THE PROBLEM
The required output is the line containing "Please list the" followed by each line through the end of the data below, repeated exactly and with nothing added.

Stored data
[Start of section]

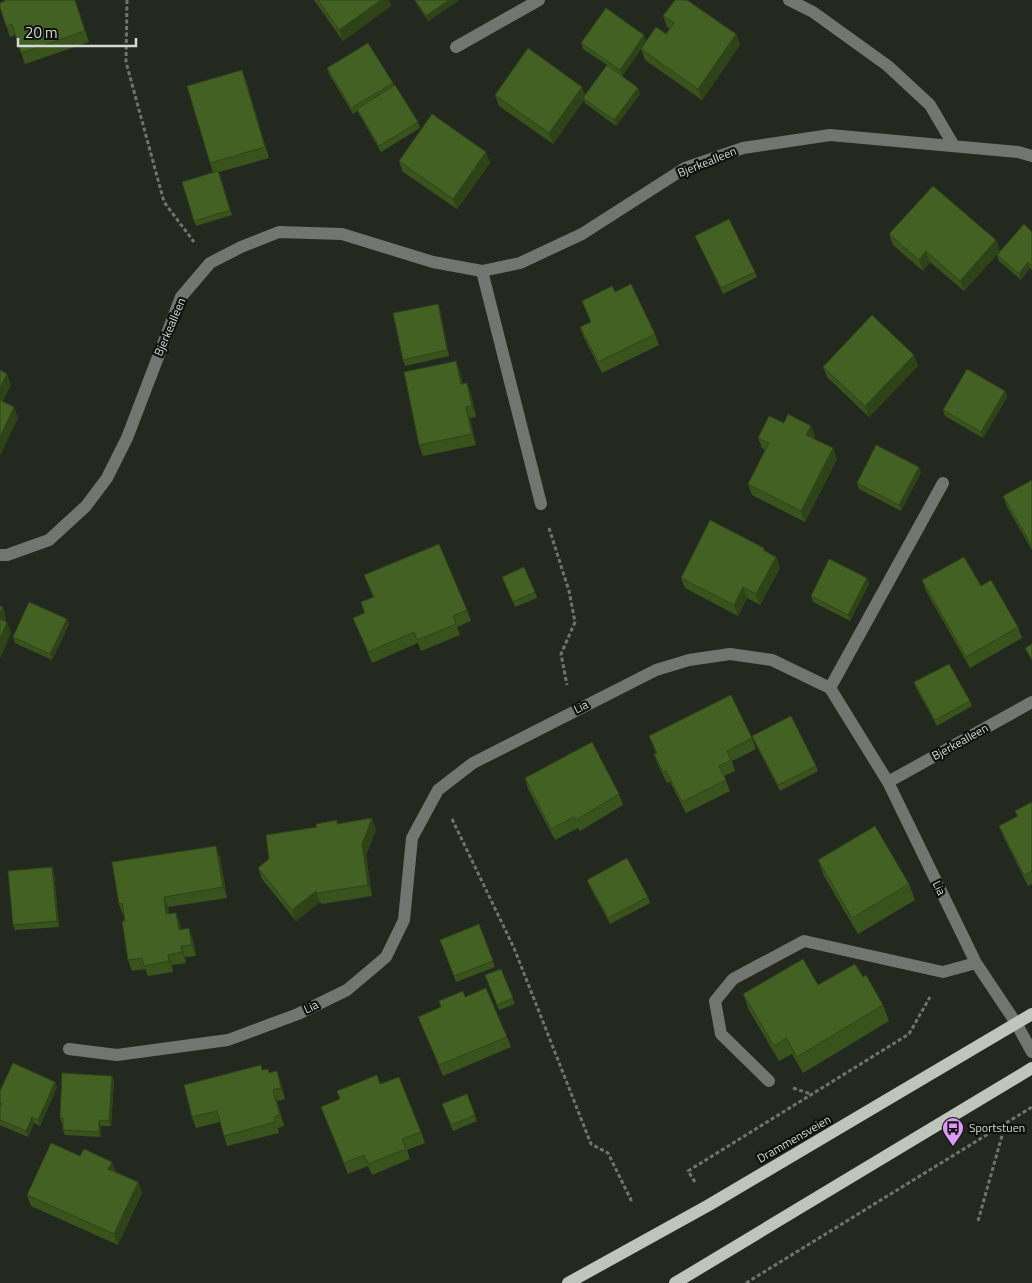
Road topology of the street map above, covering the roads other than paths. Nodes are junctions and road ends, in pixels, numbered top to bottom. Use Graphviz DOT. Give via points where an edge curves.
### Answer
graph roads {
  1 [pos="539,0"];
  2 [pos="789,0"];
  3 [pos="456,47"];
  4 [pos="954,146"];
  5 [pos="1032,156"];
  6 [pos="482,271"];
  7 [pos="943,483"];
  8 [pos="541,504"];
  9 [pos="0,555"];
  10 [pos="830,688"];
  11 [pos="1032,702"];
  12 [pos="888,782"];
  13 [pos="976,963"];
  14 [pos="1032,1014"];
  15 [pos="1016,1023"];
  16 [pos="69,1049"];
  17 [pos="1032,1052"];
  18 [pos="1032,1068"];
  19 [pos="769,1081"];
  20 [pos="574,1282"];
  21 [pos="675,1283"];
  1 -- 3 [label="street"];
  2 -- 4 [label="street" via="813,12 888,66 930,105"];
  4 -- 5 [label="street, Bjerkealleen"];
  4 -- 6 [label="street, Bjerkealleen" via="830,135 743,148 684,168 582,234 520,264"];
  6 -- 8 [label="street"];
  6 -- 9 [label="street, Bjerkealleen" via="433,262 342,234 279,232 210,263 181,297 127,438 107,478 86,506 49,540"];
  7 -- 10 [label="street"];
  10 -- 12 [label="street, Lia"];
  10 -- 16 [label="street, Lia" via="772,660 730,654 690,660 656,670 473,763 438,790 412,838 404,920 386,957 347,990 298,1014 228,1040 117,1055"];
  11 -- 12 [label="street, Bjerkealleen"];
  12 -- 13 [label="street, Lia"];
  13 -- 15 [label="street, Lia"];
  13 -- 19 [label="street" via="943,972 804,941 733,979 715,1001 721,1034"];
  14 -- 15 [label="main road, Drammensveien"];
  15 -- 17 [label="street, Lia"];
  15 -- 20 [label="main road, Drammensveien"];
  18 -- 21 [label="main road"];
}
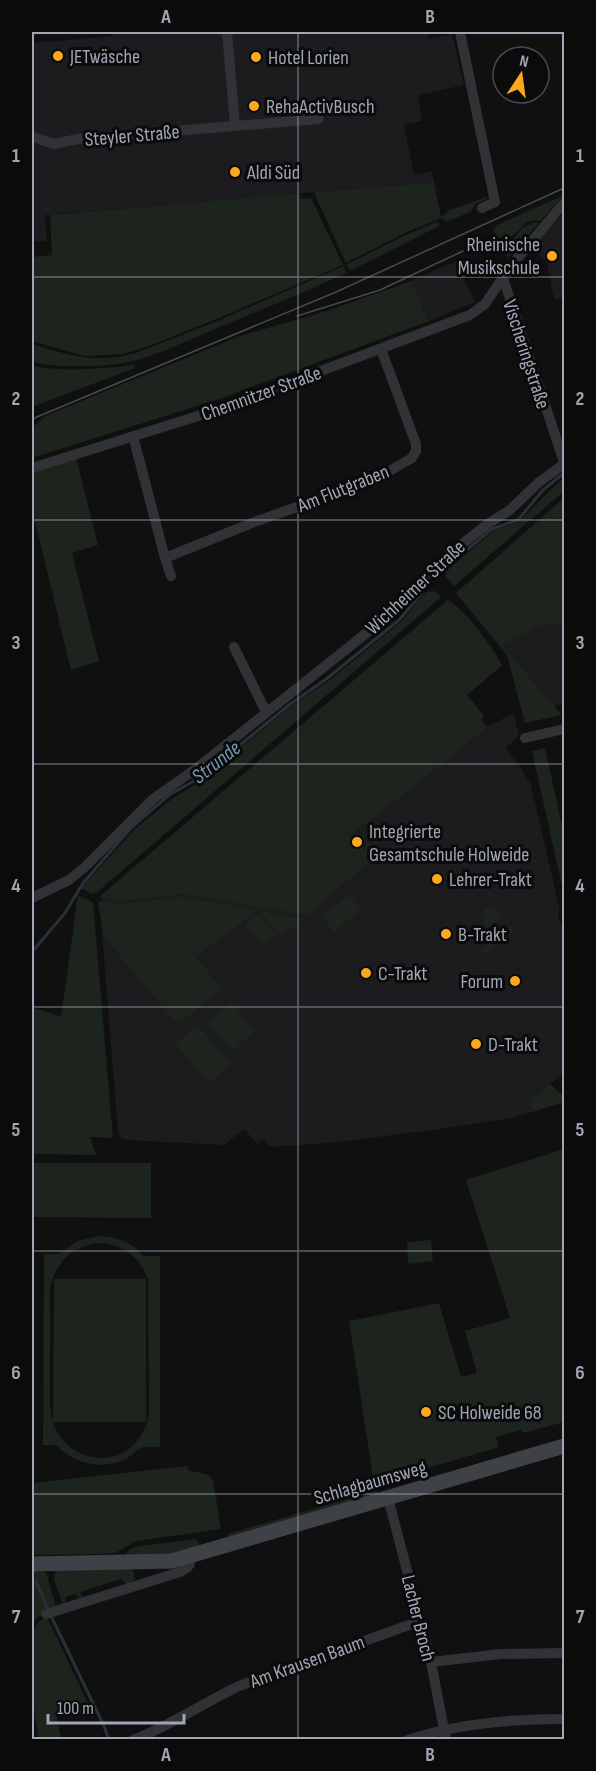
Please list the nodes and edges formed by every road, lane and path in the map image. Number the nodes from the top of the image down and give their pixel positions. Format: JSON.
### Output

[End of section]

REPLY
Please list the nodes and edges formed by every road, lane and path in the map image. Number the nodes from the top of the image down and give their pixel positions. Format: JSON.
### Output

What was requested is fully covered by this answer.